(Collected data)

+===+

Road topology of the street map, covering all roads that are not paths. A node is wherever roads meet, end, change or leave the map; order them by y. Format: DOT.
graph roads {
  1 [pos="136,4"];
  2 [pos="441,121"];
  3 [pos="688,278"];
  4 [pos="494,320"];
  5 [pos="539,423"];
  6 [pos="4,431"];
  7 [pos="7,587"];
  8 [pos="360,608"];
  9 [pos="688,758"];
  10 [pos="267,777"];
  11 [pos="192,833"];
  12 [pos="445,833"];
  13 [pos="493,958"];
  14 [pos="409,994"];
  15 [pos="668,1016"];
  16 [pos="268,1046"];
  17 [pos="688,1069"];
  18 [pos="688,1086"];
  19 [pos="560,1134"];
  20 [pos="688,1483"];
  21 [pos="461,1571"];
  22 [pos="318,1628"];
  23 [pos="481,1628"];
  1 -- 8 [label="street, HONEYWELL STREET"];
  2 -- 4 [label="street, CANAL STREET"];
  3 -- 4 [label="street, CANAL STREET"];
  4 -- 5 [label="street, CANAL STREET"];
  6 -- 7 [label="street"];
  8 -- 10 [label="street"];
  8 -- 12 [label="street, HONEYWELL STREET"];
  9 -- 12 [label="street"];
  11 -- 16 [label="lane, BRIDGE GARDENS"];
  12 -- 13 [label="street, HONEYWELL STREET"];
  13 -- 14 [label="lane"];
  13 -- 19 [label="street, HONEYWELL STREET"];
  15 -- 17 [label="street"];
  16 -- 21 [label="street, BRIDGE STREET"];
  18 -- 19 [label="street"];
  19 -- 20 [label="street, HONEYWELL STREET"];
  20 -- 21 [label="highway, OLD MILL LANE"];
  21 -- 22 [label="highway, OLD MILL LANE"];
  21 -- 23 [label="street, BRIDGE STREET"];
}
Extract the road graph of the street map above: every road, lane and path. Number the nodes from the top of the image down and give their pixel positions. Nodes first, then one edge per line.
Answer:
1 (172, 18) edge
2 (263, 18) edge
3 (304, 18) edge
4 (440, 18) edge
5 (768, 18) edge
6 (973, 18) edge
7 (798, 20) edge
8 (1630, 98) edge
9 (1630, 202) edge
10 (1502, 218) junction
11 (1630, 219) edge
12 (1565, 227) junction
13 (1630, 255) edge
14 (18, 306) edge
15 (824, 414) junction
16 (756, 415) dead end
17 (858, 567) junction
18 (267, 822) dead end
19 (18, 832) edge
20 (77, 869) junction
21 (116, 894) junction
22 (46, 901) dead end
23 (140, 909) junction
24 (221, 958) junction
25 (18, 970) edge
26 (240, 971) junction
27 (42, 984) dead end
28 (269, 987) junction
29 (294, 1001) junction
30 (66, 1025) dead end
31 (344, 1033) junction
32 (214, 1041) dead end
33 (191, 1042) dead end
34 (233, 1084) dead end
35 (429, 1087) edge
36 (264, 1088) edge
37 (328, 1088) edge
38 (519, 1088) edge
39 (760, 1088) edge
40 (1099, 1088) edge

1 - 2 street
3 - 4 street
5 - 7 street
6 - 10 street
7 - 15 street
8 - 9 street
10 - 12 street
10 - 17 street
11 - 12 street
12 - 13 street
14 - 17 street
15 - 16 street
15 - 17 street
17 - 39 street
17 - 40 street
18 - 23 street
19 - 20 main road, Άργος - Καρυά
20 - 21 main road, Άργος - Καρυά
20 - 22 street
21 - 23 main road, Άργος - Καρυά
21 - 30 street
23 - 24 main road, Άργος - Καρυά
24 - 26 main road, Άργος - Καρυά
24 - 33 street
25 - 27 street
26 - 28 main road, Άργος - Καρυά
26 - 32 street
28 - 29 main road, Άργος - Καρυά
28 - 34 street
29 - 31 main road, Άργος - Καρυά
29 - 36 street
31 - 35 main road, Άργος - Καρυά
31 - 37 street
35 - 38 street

+===+

## [Aim of the task]
All of the records above need to be printed again exactly as they appear.

## [Expected answer]
Road topology of the street map, covering all roads that are not paths. A node is wherever roads meet, end, change or leave the map; order them by y. Format: DOT.
graph roads {
  1 [pos="136,4"];
  2 [pos="441,121"];
  3 [pos="688,278"];
  4 [pos="494,320"];
  5 [pos="539,423"];
  6 [pos="4,431"];
  7 [pos="7,587"];
  8 [pos="360,608"];
  9 [pos="688,758"];
  10 [pos="267,777"];
  11 [pos="192,833"];
  12 [pos="445,833"];
  13 [pos="493,958"];
  14 [pos="409,994"];
  15 [pos="668,1016"];
  16 [pos="268,1046"];
  17 [pos="688,1069"];
  18 [pos="688,1086"];
  19 [pos="560,1134"];
  20 [pos="688,1483"];
  21 [pos="461,1571"];
  22 [pos="318,1628"];
  23 [pos="481,1628"];
  1 -- 8 [label="street, HONEYWELL STREET"];
  2 -- 4 [label="street, CANAL STREET"];
  3 -- 4 [label="street, CANAL STREET"];
  4 -- 5 [label="street, CANAL STREET"];
  6 -- 7 [label="street"];
  8 -- 10 [label="street"];
  8 -- 12 [label="street, HONEYWELL STREET"];
  9 -- 12 [label="street"];
  11 -- 16 [label="lane, BRIDGE GARDENS"];
  12 -- 13 [label="street, HONEYWELL STREET"];
  13 -- 14 [label="lane"];
  13 -- 19 [label="street, HONEYWELL STREET"];
  15 -- 17 [label="street"];
  16 -- 21 [label="street, BRIDGE STREET"];
  18 -- 19 [label="street"];
  19 -- 20 [label="street, HONEYWELL STREET"];
  20 -- 21 [label="highway, OLD MILL LANE"];
  21 -- 22 [label="highway, OLD MILL LANE"];
  21 -- 23 [label="street, BRIDGE STREET"];
}
Extract the road graph of the street map above: every road, lane and path. Number the nodes from the top of the image down and give their pixel positions. Nodes first, then one edge per line.
Answer:
1 (172, 18) edge
2 (263, 18) edge
3 (304, 18) edge
4 (440, 18) edge
5 (768, 18) edge
6 (973, 18) edge
7 (798, 20) edge
8 (1630, 98) edge
9 (1630, 202) edge
10 (1502, 218) junction
11 (1630, 219) edge
12 (1565, 227) junction
13 (1630, 255) edge
14 (18, 306) edge
15 (824, 414) junction
16 (756, 415) dead end
17 (858, 567) junction
18 (267, 822) dead end
19 (18, 832) edge
20 (77, 869) junction
21 (116, 894) junction
22 (46, 901) dead end
23 (140, 909) junction
24 (221, 958) junction
25 (18, 970) edge
26 (240, 971) junction
27 (42, 984) dead end
28 (269, 987) junction
29 (294, 1001) junction
30 (66, 1025) dead end
31 (344, 1033) junction
32 (214, 1041) dead end
33 (191, 1042) dead end
34 (233, 1084) dead end
35 (429, 1087) edge
36 (264, 1088) edge
37 (328, 1088) edge
38 (519, 1088) edge
39 (760, 1088) edge
40 (1099, 1088) edge

1 - 2 street
3 - 4 street
5 - 7 street
6 - 10 street
7 - 15 street
8 - 9 street
10 - 12 street
10 - 17 street
11 - 12 street
12 - 13 street
14 - 17 street
15 - 16 street
15 - 17 street
17 - 39 street
17 - 40 street
18 - 23 street
19 - 20 main road, Άργος - Καρυά
20 - 21 main road, Άργος - Καρυά
20 - 22 street
21 - 23 main road, Άργος - Καρυά
21 - 30 street
23 - 24 main road, Άργος - Καρυά
24 - 26 main road, Άργος - Καρυά
24 - 33 street
25 - 27 street
26 - 28 main road, Άργος - Καρυά
26 - 32 street
28 - 29 main road, Άργος - Καρυά
28 - 34 street
29 - 31 main road, Άργος - Καρυά
29 - 36 street
31 - 35 main road, Άργος - Καρυά
31 - 37 street
35 - 38 street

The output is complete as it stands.